Task directions:
Once you have checked the records that follow, state how many of their lines hold "points", giving the number only.

Given data:
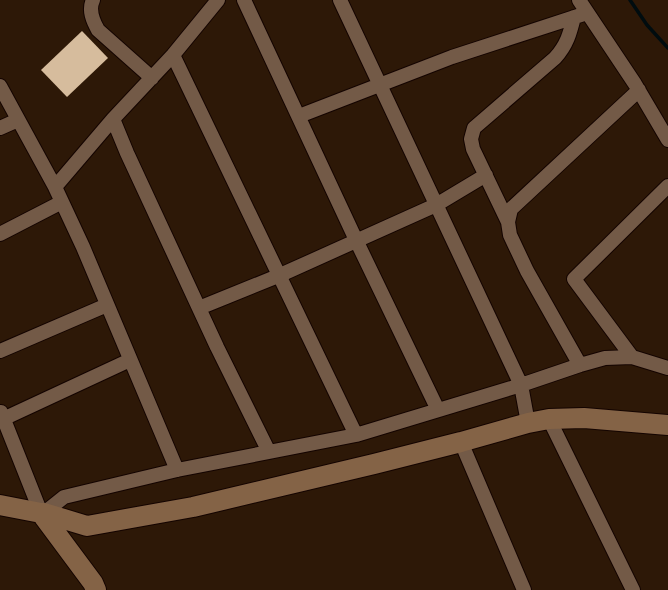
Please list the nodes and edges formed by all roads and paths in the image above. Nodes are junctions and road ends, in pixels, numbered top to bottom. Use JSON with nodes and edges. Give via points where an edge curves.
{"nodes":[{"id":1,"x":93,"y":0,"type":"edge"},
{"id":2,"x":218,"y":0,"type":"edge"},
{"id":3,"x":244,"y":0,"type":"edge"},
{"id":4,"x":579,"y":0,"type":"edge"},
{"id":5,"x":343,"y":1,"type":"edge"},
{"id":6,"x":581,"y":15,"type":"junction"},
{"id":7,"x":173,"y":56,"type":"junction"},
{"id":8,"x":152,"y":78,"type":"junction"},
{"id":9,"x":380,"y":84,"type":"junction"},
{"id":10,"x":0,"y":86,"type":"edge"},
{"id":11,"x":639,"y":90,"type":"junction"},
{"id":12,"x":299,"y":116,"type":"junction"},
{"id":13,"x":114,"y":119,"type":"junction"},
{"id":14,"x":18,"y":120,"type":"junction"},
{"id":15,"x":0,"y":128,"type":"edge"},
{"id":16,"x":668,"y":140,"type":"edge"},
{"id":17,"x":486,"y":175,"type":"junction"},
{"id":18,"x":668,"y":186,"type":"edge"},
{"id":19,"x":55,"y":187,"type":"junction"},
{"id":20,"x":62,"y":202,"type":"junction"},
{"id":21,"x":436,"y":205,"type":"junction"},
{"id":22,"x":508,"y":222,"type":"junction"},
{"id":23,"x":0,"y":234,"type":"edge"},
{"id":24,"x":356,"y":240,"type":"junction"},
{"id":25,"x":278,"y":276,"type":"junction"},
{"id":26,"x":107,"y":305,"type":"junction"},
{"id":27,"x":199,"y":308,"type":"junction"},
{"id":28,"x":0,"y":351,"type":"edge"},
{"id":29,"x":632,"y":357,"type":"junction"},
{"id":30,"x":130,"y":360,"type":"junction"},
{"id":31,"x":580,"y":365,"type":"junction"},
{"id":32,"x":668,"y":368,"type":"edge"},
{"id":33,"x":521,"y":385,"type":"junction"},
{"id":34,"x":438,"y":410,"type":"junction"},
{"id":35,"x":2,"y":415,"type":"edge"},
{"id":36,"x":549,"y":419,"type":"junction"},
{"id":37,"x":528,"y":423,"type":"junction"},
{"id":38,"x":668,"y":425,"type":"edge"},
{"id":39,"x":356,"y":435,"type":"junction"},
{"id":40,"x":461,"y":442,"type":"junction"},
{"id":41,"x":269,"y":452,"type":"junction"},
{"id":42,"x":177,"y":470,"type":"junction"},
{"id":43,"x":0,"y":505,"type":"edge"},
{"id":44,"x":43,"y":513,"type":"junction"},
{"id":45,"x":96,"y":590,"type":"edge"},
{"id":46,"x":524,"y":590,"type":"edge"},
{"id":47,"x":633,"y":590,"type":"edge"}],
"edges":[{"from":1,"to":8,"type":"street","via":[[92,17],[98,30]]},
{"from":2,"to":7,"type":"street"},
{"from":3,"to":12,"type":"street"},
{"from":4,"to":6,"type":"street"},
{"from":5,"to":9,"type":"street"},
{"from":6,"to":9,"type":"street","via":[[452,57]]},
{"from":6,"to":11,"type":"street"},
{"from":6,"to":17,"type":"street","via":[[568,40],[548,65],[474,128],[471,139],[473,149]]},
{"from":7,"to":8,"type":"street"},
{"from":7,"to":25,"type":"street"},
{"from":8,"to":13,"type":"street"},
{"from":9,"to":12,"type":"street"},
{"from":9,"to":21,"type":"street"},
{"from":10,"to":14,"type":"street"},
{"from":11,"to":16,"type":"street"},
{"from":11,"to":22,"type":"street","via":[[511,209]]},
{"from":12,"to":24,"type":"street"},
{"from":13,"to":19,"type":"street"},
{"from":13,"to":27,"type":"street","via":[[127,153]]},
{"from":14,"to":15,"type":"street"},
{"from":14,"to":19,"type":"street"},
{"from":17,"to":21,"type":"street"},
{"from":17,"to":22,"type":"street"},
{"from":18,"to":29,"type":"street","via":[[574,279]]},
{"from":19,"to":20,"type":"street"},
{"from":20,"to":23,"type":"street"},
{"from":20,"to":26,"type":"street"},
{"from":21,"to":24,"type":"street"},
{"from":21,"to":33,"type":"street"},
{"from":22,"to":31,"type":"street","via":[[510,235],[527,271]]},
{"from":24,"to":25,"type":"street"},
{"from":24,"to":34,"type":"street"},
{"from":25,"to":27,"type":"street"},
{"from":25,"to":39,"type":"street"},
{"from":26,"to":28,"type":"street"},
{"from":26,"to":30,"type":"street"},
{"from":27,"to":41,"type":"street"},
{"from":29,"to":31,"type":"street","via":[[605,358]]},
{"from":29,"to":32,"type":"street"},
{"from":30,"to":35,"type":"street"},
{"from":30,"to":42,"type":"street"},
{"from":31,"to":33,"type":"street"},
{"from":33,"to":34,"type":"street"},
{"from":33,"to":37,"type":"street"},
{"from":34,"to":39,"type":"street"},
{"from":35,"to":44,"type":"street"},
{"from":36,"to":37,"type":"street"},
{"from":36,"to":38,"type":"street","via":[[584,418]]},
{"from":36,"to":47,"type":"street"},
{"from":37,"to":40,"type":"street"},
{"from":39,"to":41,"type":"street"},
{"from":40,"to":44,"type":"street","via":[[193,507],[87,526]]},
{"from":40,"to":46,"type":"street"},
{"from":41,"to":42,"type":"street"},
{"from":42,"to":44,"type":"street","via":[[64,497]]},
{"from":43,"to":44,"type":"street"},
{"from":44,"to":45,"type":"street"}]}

---

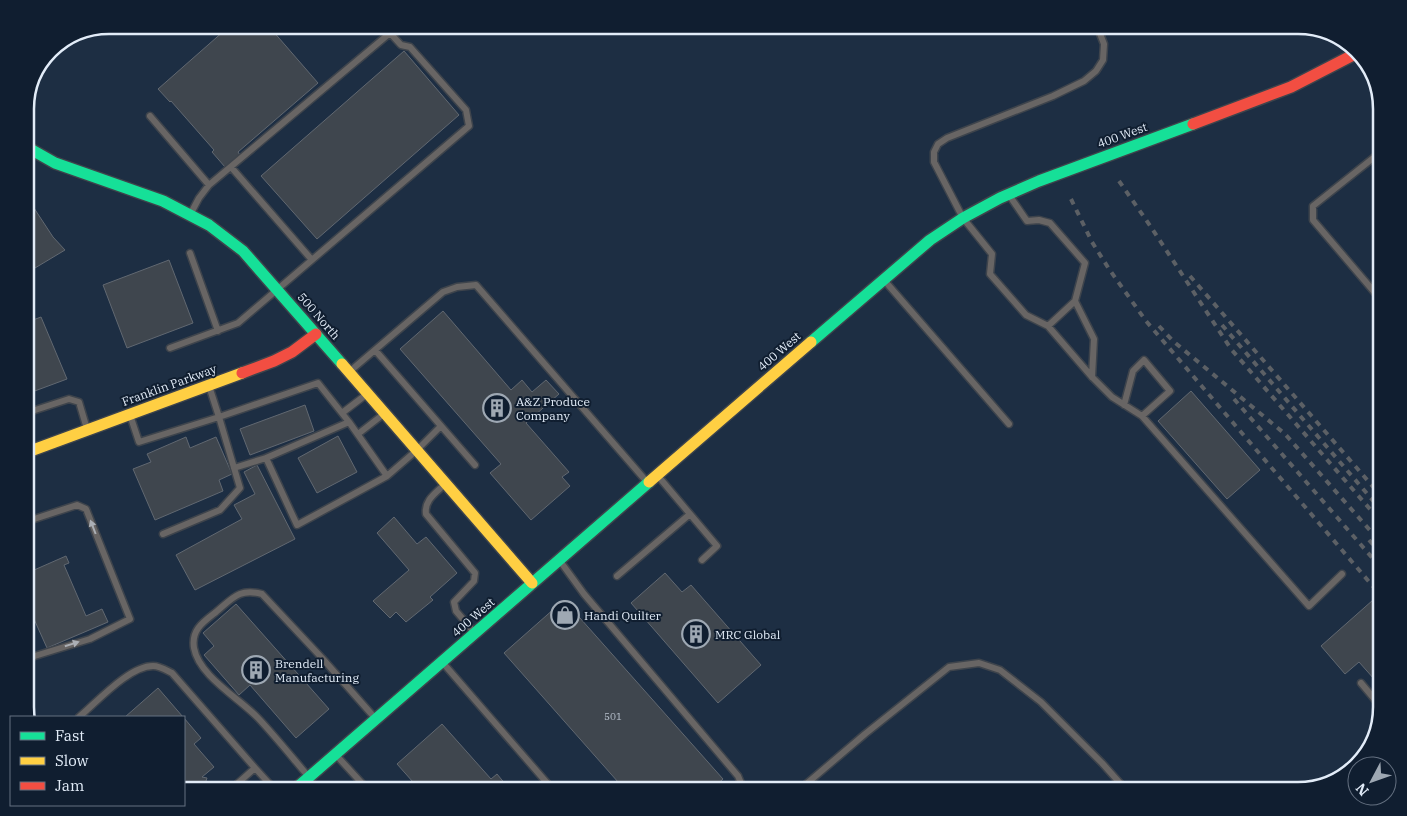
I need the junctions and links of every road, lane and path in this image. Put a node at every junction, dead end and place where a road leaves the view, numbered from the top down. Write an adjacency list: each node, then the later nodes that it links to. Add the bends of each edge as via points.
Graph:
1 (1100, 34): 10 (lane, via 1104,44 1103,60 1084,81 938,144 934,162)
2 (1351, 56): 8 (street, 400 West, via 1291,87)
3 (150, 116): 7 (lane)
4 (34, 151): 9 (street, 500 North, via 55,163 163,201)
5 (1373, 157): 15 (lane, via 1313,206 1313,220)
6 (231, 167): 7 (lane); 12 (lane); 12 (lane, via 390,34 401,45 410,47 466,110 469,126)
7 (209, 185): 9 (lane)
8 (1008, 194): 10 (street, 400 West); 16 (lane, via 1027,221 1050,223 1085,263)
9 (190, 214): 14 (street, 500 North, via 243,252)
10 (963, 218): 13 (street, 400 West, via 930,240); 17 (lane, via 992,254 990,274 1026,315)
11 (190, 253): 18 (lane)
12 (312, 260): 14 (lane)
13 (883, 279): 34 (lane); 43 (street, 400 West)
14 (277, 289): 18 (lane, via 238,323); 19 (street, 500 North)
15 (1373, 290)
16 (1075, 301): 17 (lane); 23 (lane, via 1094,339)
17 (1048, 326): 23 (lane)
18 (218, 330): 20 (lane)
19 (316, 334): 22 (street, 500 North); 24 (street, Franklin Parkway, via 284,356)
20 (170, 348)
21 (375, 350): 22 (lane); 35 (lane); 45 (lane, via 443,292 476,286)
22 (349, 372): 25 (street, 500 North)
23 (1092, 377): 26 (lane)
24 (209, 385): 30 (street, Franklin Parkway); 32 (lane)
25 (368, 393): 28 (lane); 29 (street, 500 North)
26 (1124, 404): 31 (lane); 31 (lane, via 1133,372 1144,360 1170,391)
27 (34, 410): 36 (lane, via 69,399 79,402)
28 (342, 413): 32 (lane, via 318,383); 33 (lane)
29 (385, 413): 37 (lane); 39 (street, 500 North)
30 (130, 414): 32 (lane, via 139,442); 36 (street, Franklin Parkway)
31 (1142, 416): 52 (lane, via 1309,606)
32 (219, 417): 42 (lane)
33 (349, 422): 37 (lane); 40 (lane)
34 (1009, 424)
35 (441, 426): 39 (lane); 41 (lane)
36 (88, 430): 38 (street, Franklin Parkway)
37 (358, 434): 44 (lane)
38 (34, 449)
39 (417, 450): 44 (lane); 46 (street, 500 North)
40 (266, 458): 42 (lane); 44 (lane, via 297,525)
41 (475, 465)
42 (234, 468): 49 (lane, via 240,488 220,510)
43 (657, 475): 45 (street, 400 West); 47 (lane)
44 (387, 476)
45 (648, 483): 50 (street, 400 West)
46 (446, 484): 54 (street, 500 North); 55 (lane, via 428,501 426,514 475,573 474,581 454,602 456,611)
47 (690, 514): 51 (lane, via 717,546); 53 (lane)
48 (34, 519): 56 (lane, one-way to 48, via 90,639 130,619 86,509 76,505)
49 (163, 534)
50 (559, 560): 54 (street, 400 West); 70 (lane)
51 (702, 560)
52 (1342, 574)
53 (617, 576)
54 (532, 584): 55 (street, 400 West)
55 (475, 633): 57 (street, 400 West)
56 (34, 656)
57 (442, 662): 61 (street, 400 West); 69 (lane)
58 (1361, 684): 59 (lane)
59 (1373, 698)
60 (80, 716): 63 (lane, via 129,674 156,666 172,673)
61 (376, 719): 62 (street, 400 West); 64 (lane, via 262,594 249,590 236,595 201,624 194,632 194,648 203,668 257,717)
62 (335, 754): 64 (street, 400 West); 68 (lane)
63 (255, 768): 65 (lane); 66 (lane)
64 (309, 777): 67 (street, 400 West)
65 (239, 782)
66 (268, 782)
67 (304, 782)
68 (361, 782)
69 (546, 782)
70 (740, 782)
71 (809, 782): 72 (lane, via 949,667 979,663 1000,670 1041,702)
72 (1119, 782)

--

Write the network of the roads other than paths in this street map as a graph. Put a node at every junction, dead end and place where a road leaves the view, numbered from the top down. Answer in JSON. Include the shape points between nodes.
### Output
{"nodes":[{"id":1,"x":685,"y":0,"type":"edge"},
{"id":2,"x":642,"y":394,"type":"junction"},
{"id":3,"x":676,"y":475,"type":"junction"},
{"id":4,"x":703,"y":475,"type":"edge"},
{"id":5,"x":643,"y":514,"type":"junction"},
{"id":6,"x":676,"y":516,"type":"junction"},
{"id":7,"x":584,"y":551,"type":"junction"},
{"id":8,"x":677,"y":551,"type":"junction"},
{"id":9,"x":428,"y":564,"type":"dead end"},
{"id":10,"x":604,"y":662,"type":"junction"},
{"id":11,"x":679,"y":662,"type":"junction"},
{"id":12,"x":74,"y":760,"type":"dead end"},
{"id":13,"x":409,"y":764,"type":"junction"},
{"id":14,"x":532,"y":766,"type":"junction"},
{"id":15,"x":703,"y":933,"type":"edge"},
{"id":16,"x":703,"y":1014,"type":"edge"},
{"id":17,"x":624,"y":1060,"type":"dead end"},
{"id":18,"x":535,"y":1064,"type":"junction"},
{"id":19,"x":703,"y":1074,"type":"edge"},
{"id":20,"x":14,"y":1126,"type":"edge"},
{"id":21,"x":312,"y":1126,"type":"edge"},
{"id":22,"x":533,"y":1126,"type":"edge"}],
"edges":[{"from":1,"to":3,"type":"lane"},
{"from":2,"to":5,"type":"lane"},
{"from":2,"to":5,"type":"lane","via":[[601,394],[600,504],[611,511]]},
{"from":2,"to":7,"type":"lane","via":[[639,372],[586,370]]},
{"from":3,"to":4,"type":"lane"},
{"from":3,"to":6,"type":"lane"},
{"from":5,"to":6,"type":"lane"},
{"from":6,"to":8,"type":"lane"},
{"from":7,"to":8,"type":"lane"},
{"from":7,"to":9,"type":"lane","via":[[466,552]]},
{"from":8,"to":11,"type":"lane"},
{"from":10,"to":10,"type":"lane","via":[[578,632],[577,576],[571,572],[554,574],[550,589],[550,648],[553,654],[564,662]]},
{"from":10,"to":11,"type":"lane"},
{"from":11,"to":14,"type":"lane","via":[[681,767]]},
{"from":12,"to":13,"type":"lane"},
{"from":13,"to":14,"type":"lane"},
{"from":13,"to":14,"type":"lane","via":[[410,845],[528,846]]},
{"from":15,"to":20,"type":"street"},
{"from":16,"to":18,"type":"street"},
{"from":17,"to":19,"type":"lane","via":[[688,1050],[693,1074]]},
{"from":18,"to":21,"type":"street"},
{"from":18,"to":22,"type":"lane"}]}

Response below:
3